◆ Activity:
Filter the material, keeping only lines with the word "where".

◆ Data shown:
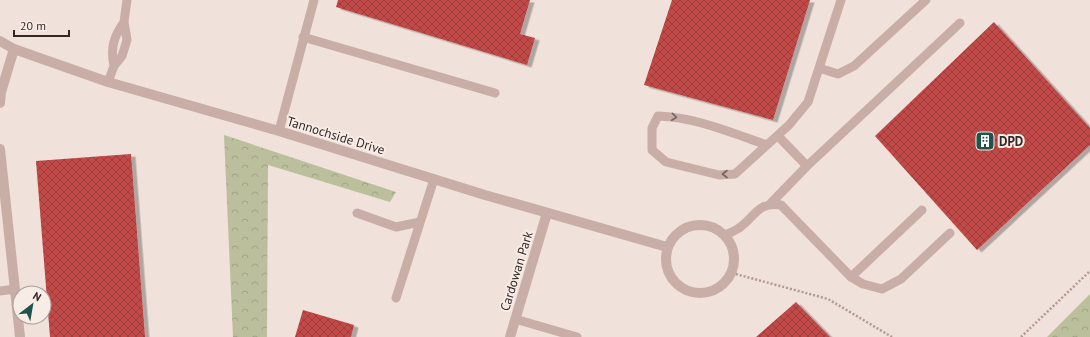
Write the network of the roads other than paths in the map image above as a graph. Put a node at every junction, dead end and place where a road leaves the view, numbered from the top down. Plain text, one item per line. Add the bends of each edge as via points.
1 (127, 0) edge
2 (314, 0) edge
3 (841, 0) edge
4 (926, 0) edge
5 (124, 22) junction
6 (960, 23) dead end
7 (303, 37) junction
8 (0, 41) edge
9 (14, 49) junction
10 (114, 66) junction
11 (819, 68) junction
12 (108, 82) junction
13 (496, 93) dead end
14 (0, 103) edge
15 (279, 131) junction
16 (778, 136) junction
17 (767, 146) junction
18 (0, 149) edge
19 (806, 166) junction
20 (434, 179) junction
21 (771, 203) junction
22 (922, 210) dead end
23 (357, 213) dead end
24 (547, 213) junction
25 (420, 222) junction
26 (950, 232) dead end
27 (725, 235) junction
28 (667, 246) junction
29 (851, 276) junction
30 (14, 285) edge
31 (12, 289) edge
32 (0, 291) edge
33 (396, 298) dead end
34 (515, 319) junction
35 (18, 325) edge
36 (20, 337) edge
37 (510, 337) edge
38 (577, 337) edge

1 - 5 lane
2 - 7 lane
3 - 11 lane
4 - 11 lane via 854,66 838,74
5 - 10 lane via 115,36 112,54
5 - 10 lane via 127,40 122,56
6 - 19 lane
7 - 13 lane
7 - 15 lane
8 - 9 street, Tannochside Drive
9 - 12 street, Tannochside Drive
9 - 14 street
10 - 12 lane
11 - 16 lane via 808,102
12 - 15 street, Tannochside Drive
15 - 20 street, Tannochside Drive
16 - 17 lane
16 - 19 lane
17 -> 17 lane via 735,174 719,175 666,162 652,150 652,128 658,116 677,117
18 - 30 street
19 - 21 lane
20 - 24 street, Tannochside Drive
20 - 25 lane
21 - 27 lane via 759,208 739,228
21 - 29 lane via 781,204
22 - 29 lane
23 - 25 lane via 396,227
24 - 28 street, Tannochside Drive
24 - 34 street, Cardowan Park
25 - 33 lane
26 - 29 lane via 901,279 882,289 863,284
27 - 28 street via 715,228 702,224 690,225 673,236
27 - 28 street via 733,249 732,273 725,283 704,294 688,292 678,286 667,271
31 - 32 lane
34 - 37 street, Cardowan Park
34 - 38 lane
35 - 36 street

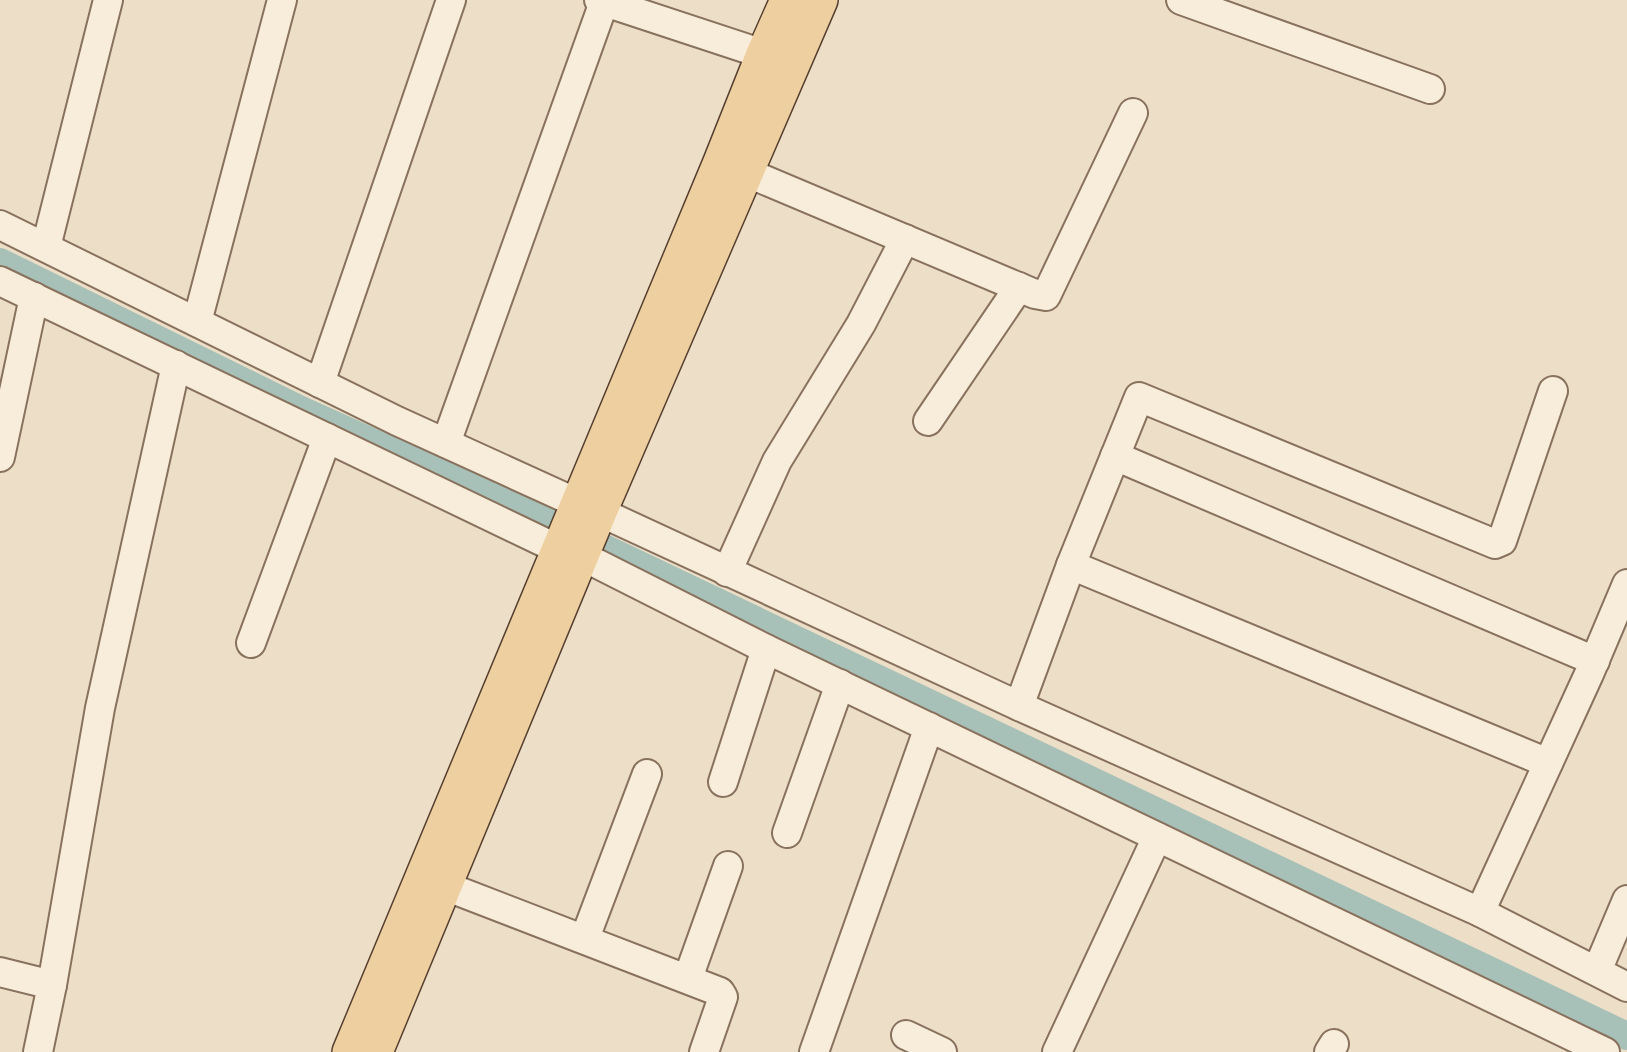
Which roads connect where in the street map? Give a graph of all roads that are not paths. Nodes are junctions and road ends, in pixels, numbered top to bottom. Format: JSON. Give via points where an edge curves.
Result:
{"nodes":[{"id":1,"x":108,"y":0,"type":"edge"},
{"id":2,"x":282,"y":0,"type":"edge"},
{"id":3,"x":452,"y":0,"type":"edge"},
{"id":4,"x":788,"y":0,"type":"edge"},
{"id":5,"x":821,"y":0,"type":"edge"},
{"id":6,"x":1181,"y":0,"type":"edge"},
{"id":7,"x":601,"y":1,"type":"edge"},
{"id":8,"x":763,"y":54,"type":"junction"},
{"id":9,"x":1430,"y":89,"type":"dead end"},
{"id":10,"x":1133,"y":113,"type":"dead end"},
{"id":11,"x":748,"y":173,"type":"junction"},
{"id":12,"x":0,"y":225,"type":"edge"},
{"id":13,"x":905,"y":239,"type":"junction"},
{"id":14,"x":46,"y":247,"type":"junction"},
{"id":15,"x":0,"y":281,"type":"edge"},
{"id":16,"x":1019,"y":288,"type":"junction"},
{"id":17,"x":34,"y":297,"type":"junction"},
{"id":18,"x":197,"y":322,"type":"junction"},
{"id":19,"x":176,"y":366,"type":"junction"},
{"id":20,"x":320,"y":383,"type":"junction"},
{"id":21,"x":1553,"y":391,"type":"dead end"},
{"id":22,"x":928,"y":421,"type":"dead end"},
{"id":23,"x":327,"y":438,"type":"junction"},
{"id":24,"x":446,"y":443,"type":"junction"},
{"id":25,"x":1115,"y":456,"type":"junction"},
{"id":26,"x":0,"y":457,"type":"edge"},
{"id":27,"x":586,"y":513,"type":"junction"},
{"id":28,"x":570,"y":552,"type":"junction"},
{"id":29,"x":1071,"y":565,"type":"junction"},
{"id":30,"x":728,"y":572,"type":"junction"},
{"id":31,"x":1627,"y":584,"type":"edge"},
{"id":32,"x":251,"y":643,"type":"dead end"},
{"id":33,"x":766,"y":649,"type":"junction"},
{"id":34,"x":1595,"y":661,"type":"junction"},
{"id":35,"x":840,"y":684,"type":"junction"},
{"id":36,"x":1019,"y":706,"type":"junction"},
{"id":37,"x":929,"y":727,"type":"junction"},
{"id":38,"x":1548,"y":764,"type":"junction"},
{"id":39,"x":647,"y":774,"type":"dead end"},
{"id":40,"x":723,"y":782,"type":"dead end"},
{"id":41,"x":787,"y":833,"type":"dead end"},
{"id":42,"x":1157,"y":837,"type":"junction"},
{"id":43,"x":728,"y":866,"type":"dead end"},
{"id":44,"x":445,"y":886,"type":"junction"},
{"id":45,"x":1627,"y":900,"type":"edge"},
{"id":46,"x":1480,"y":912,"type":"junction"},
{"id":47,"x":585,"y":938,"type":"junction"},
{"id":48,"x":1597,"y":971,"type":"junction"},
{"id":49,"x":0,"y":972,"type":"edge"},
{"id":50,"x":688,"y":978,"type":"junction"},
{"id":51,"x":52,"y":985,"type":"junction"},
{"id":52,"x":1627,"y":987,"type":"edge"},
{"id":53,"x":906,"y":1035,"type":"dead end"},
{"id":54,"x":38,"y":1052,"type":"edge"},
{"id":55,"x":349,"y":1052,"type":"edge"},
{"id":56,"x":376,"y":1052,"type":"edge"},
{"id":57,"x":704,"y":1052,"type":"edge"},
{"id":58,"x":814,"y":1052,"type":"edge"},
{"id":59,"x":942,"y":1052,"type":"edge"},
{"id":60,"x":1057,"y":1052,"type":"edge"},
{"id":61,"x":1605,"y":1052,"type":"edge"}],
"edges":[{"from":1,"to":14,"type":"street"},
{"from":2,"to":18,"type":"street"},
{"from":3,"to":20,"type":"street"},
{"from":4,"to":8,"type":"main road"},
{"from":5,"to":11,"type":"main road"},
{"from":6,"to":9,"type":"street"},
{"from":7,"to":8,"type":"street"},
{"from":7,"to":24,"type":"street"},
{"from":8,"to":27,"type":"main road"},
{"from":10,"to":16,"type":"street","via":[[1046,296]]},
{"from":11,"to":13,"type":"street"},
{"from":11,"to":27,"type":"main road"},
{"from":12,"to":14,"type":"street"},
{"from":13,"to":16,"type":"street"},
{"from":13,"to":30,"type":"street","via":[[861,324],[777,461]]},
{"from":14,"to":18,"type":"street"},
{"from":15,"to":17,"type":"street"},
{"from":16,"to":22,"type":"street"},
{"from":17,"to":19,"type":"street"},
{"from":17,"to":26,"type":"street"},
{"from":18,"to":20,"type":"street"},
{"from":19,"to":23,"type":"street"},
{"from":19,"to":51,"type":"street","via":[[100,708]]},
{"from":20,"to":24,"type":"street"},
{"from":21,"to":25,"type":"street","via":[[1502,541],[1495,543],[1139,397]]},
{"from":23,"to":28,"type":"street"},
{"from":23,"to":32,"type":"street"},
{"from":24,"to":27,"type":"street"},
{"from":25,"to":29,"type":"street"},
{"from":25,"to":34,"type":"street"},
{"from":27,"to":28,"type":"main road"},
{"from":27,"to":30,"type":"street"},
{"from":28,"to":33,"type":"street"},
{"from":28,"to":44,"type":"main road"},
{"from":28,"to":55,"type":"main road"},
{"from":29,"to":36,"type":"street"},
{"from":29,"to":38,"type":"street"},
{"from":30,"to":36,"type":"street"},
{"from":31,"to":34,"type":"street"},
{"from":33,"to":35,"type":"street"},
{"from":33,"to":40,"type":"street"},
{"from":34,"to":38,"type":"street"},
{"from":35,"to":37,"type":"street"},
{"from":35,"to":41,"type":"street"},
{"from":36,"to":46,"type":"street"},
{"from":37,"to":42,"type":"street"},
{"from":37,"to":58,"type":"street"},
{"from":38,"to":46,"type":"street"},
{"from":39,"to":47,"type":"street"},
{"from":42,"to":60,"type":"street"},
{"from":42,"to":61,"type":"street"},
{"from":43,"to":50,"type":"street"},
{"from":44,"to":47,"type":"street"},
{"from":44,"to":56,"type":"main road"},
{"from":45,"to":48,"type":"street"},
{"from":46,"to":48,"type":"street"},
{"from":47,"to":50,"type":"street"},
{"from":48,"to":52,"type":"street"},
{"from":49,"to":51,"type":"street"},
{"from":50,"to":57,"type":"street","via":[[723,997]]},
{"from":51,"to":54,"type":"street"},
{"from":53,"to":59,"type":"street"}]}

◆ Your response:
Write the network of the roads other than paths in the map image above as a graph. Put a node at every junction, dead end and place where a road leaves the view, numbered from the top down. Plain text, one item per line. Add the bends of each edge as via points.
Which roads connect where in the street map? Give a graph of all roads that are not paths. Nodes are junctions and road ends, in pixels, numbered top to bottom. Format: JSON. Give via points where an edge curves.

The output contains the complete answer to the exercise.